## [About this exercise]
Your answer should be a single number: the count of lines in the entries below that contain "tunnel".

## [Source data]
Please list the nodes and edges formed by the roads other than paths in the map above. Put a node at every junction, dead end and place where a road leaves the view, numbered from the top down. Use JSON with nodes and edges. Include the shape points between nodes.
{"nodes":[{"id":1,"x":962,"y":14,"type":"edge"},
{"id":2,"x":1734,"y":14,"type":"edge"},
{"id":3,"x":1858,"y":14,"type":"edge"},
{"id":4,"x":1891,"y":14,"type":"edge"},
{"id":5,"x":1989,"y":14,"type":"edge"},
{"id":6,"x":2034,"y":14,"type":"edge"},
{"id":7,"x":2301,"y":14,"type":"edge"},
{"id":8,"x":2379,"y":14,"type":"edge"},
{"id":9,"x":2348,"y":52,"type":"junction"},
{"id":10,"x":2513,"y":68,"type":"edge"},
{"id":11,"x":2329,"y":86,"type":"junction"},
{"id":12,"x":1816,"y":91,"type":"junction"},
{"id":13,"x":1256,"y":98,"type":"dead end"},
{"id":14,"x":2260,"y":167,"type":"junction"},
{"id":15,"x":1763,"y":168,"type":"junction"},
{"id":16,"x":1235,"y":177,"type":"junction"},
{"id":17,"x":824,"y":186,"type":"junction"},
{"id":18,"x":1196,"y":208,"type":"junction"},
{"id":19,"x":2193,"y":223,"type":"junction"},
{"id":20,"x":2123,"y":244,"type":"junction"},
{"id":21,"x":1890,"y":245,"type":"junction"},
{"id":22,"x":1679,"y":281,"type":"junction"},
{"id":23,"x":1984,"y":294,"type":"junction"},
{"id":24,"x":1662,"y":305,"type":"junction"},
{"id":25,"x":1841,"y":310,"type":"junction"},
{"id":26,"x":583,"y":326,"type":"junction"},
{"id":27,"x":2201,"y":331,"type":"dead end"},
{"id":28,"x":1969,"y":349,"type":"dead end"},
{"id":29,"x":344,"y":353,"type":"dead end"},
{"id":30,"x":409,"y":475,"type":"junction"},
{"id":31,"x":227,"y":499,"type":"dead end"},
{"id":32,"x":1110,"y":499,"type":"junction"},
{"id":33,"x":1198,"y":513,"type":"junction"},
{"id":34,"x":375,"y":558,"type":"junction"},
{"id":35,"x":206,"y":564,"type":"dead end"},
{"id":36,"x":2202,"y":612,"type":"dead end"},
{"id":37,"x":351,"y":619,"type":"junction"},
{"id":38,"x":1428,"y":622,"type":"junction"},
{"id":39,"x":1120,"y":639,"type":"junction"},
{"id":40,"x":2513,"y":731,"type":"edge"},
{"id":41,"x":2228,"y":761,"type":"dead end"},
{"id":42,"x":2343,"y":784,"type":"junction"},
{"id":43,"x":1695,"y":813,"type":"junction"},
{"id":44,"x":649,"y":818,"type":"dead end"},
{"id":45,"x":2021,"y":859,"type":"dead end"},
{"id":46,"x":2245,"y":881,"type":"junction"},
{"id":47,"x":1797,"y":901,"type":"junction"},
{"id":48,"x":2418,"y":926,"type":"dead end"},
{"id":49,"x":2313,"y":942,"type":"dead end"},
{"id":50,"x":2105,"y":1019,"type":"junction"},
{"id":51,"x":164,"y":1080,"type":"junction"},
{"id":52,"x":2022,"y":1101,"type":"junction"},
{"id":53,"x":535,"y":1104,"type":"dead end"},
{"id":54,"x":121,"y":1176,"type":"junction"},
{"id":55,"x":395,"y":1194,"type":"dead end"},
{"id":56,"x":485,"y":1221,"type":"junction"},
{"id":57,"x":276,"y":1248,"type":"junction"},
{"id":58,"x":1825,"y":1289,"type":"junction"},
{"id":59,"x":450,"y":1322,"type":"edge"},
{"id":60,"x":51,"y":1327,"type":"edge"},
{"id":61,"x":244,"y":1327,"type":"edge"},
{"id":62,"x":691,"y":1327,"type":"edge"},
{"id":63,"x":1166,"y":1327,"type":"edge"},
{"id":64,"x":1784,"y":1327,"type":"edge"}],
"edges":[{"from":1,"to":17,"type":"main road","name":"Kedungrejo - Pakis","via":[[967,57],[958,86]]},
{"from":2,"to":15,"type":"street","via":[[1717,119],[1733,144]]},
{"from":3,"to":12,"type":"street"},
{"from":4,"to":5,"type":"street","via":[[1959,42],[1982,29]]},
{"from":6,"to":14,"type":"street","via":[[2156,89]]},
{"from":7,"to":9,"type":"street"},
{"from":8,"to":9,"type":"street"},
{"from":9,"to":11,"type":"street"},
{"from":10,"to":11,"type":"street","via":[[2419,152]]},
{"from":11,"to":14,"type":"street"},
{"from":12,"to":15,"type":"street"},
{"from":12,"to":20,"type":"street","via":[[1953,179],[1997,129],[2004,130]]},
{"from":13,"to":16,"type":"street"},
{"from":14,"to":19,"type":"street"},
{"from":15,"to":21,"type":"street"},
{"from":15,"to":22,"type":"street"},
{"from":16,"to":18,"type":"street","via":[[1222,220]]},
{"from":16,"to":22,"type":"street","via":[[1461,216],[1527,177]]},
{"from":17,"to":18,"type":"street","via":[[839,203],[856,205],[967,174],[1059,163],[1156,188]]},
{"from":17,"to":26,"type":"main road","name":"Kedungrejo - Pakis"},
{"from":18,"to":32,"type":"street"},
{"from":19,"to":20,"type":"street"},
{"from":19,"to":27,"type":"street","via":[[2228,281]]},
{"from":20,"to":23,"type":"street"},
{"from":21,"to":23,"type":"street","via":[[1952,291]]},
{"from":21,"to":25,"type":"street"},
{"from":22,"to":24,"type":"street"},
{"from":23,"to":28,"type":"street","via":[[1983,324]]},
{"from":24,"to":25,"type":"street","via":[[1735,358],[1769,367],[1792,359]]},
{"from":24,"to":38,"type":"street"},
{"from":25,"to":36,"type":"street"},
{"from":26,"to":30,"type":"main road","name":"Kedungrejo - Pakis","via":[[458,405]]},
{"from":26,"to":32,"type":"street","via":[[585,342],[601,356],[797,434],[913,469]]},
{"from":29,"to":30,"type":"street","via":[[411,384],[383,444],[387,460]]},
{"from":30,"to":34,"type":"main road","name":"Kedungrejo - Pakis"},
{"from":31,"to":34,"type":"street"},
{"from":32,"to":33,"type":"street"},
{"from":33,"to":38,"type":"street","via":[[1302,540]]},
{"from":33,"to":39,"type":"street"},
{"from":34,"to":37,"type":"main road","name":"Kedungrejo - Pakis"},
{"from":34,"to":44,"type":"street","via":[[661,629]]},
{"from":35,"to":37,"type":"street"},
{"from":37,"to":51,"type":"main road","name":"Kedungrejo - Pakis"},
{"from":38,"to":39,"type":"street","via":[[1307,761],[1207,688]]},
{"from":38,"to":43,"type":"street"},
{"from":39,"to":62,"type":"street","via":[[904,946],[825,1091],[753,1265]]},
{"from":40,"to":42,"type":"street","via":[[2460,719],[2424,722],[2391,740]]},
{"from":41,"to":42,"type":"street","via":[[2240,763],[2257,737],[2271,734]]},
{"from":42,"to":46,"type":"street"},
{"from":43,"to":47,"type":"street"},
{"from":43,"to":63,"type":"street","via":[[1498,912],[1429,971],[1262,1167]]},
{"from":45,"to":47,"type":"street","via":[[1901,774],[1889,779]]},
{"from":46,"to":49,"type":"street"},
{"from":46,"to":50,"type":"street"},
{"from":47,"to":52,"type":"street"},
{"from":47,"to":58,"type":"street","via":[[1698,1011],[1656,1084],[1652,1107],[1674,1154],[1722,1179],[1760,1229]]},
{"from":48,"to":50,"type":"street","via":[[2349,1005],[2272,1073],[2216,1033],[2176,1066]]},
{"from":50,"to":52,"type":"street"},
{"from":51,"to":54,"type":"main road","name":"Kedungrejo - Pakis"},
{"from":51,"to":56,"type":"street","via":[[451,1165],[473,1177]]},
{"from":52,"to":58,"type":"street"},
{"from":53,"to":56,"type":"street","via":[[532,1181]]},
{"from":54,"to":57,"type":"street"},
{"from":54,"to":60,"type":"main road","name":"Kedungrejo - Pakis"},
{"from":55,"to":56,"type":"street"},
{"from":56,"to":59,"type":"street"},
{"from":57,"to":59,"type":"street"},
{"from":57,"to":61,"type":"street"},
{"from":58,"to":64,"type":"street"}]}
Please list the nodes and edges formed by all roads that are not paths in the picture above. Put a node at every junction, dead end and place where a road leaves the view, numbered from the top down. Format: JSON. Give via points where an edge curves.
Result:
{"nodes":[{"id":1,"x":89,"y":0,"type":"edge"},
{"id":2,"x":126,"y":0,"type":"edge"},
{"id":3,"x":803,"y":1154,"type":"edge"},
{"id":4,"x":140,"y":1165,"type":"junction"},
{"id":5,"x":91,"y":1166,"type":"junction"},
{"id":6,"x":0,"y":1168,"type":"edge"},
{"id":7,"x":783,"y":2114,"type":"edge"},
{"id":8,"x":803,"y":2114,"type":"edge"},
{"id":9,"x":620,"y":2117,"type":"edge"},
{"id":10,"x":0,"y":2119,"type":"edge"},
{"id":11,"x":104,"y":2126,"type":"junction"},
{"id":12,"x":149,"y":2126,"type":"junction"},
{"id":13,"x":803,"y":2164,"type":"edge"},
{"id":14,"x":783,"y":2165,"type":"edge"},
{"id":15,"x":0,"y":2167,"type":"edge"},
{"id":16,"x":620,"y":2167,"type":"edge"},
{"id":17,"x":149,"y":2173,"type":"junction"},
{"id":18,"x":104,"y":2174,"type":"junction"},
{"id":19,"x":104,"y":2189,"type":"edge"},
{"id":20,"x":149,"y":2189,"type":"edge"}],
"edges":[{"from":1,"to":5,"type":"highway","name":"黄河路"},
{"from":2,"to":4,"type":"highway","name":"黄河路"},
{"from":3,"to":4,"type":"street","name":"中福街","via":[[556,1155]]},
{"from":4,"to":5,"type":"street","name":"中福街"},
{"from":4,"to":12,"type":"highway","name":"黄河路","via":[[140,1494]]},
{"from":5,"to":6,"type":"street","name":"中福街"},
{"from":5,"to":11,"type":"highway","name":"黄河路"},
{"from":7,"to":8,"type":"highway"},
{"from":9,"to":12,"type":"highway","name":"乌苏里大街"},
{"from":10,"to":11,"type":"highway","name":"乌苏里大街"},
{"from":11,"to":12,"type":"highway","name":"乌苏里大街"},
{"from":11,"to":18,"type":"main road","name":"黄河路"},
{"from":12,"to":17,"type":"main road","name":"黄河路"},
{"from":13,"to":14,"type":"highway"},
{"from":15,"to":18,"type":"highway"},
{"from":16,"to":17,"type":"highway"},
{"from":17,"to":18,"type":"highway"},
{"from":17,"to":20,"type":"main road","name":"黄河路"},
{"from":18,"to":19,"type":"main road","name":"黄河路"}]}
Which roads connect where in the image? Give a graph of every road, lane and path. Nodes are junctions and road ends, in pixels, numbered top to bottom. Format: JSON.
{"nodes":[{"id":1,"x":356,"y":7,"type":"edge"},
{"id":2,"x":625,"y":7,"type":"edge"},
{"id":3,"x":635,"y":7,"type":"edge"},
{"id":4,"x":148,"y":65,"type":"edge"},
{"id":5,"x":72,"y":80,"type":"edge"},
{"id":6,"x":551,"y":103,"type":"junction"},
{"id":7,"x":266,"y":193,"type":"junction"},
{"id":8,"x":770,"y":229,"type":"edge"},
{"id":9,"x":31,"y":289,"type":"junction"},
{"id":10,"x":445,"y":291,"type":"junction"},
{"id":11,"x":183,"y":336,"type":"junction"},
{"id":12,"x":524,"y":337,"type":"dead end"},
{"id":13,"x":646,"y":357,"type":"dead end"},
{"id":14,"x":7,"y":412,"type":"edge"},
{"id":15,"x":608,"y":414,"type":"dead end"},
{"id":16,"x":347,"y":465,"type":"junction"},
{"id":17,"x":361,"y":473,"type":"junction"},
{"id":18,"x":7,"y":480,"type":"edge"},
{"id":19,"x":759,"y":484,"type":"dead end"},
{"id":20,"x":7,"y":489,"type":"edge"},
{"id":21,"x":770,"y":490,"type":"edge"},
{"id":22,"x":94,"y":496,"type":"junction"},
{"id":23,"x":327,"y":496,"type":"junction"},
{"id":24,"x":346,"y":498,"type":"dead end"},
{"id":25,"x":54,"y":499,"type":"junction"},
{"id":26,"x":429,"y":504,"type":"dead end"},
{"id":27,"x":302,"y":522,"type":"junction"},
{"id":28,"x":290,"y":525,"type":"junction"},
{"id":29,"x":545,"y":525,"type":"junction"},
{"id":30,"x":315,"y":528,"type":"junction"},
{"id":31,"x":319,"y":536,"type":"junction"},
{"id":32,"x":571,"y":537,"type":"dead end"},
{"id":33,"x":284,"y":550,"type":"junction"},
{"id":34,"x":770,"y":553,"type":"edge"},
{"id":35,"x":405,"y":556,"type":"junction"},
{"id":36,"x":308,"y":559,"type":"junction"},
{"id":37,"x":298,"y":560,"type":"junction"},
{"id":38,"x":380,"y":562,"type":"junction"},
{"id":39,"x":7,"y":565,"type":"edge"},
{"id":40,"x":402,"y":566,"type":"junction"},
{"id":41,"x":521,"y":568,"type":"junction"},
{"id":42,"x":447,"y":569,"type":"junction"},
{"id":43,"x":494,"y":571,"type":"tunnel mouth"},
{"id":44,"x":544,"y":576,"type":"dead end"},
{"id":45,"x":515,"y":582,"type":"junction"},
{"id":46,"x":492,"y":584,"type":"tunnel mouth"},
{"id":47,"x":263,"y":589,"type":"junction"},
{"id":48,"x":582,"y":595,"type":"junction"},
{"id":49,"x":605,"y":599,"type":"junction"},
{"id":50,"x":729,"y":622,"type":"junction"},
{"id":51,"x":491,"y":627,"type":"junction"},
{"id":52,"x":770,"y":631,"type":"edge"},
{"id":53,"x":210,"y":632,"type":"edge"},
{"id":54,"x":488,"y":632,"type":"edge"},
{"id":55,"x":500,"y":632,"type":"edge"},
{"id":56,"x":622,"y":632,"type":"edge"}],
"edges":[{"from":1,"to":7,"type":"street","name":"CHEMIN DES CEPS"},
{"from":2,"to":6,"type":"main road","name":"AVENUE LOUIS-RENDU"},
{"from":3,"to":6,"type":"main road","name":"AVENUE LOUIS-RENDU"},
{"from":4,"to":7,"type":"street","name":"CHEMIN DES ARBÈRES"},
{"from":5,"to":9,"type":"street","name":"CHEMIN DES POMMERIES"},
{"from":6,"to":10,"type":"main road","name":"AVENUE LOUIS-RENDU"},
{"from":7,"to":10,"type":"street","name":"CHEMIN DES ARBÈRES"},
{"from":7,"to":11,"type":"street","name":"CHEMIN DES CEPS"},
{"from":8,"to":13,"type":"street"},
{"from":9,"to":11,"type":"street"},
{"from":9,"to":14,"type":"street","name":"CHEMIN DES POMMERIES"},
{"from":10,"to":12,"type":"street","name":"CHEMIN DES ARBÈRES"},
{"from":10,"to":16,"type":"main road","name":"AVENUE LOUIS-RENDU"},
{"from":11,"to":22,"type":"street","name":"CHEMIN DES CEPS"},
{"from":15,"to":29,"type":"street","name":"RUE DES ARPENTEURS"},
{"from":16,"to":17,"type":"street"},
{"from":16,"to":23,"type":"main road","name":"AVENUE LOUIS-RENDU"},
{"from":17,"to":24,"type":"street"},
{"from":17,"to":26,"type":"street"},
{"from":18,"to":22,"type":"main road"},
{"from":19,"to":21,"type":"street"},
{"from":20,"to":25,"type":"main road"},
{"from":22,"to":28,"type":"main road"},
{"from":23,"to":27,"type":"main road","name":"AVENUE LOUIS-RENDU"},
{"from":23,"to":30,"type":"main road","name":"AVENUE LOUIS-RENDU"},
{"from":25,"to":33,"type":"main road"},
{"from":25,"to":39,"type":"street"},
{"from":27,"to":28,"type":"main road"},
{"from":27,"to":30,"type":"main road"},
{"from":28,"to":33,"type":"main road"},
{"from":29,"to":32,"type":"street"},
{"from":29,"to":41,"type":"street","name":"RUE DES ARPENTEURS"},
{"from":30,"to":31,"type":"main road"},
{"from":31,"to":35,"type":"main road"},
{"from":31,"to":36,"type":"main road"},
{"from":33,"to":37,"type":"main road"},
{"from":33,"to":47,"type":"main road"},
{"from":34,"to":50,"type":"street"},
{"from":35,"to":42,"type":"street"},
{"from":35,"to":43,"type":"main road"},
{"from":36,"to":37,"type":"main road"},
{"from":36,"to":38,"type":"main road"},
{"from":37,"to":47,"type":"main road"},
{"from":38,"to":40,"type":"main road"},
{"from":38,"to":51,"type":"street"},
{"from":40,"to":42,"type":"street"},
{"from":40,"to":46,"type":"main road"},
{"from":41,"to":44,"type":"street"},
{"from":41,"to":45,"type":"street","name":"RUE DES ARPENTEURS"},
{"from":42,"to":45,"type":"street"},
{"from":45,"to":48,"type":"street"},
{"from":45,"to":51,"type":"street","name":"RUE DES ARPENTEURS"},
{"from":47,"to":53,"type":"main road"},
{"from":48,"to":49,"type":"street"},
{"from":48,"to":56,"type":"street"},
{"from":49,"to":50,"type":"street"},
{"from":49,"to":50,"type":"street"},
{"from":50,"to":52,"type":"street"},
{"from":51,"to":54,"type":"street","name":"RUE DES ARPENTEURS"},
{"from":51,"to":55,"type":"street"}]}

## [Answer space]
2